Identify and pull out each line of the entries in which "street" occurs.

*** The input

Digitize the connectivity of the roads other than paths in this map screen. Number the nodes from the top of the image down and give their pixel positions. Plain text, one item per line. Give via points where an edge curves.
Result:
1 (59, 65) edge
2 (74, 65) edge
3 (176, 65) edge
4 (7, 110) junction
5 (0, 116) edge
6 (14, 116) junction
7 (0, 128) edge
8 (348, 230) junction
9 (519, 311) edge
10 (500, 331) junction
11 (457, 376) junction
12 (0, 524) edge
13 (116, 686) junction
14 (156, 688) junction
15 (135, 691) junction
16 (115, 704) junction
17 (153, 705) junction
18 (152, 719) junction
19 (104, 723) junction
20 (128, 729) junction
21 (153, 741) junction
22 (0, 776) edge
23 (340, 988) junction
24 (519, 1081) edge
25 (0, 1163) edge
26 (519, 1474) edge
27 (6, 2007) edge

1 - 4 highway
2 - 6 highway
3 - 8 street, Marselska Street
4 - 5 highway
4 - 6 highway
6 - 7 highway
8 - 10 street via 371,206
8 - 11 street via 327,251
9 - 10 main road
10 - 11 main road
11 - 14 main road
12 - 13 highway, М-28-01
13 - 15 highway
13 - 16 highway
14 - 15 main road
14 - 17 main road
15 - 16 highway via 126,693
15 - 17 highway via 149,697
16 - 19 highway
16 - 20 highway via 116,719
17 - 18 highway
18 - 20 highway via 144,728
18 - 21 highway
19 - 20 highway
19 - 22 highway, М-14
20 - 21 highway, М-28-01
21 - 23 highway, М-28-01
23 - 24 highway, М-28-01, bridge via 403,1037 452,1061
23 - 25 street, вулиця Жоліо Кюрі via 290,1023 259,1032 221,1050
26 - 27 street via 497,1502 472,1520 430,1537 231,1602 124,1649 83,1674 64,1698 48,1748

******

* **Exercise answer**:
3 - 8 street, Marselska Street
8 - 10 street via 371,206
8 - 11 street via 327,251
23 - 25 street, вулиця Жоліо Кюрі via 290,1023 259,1032 221,1050
26 - 27 street via 497,1502 472,1520 430,1537 231,1602 124,1649 83,1674 64,1698 48,1748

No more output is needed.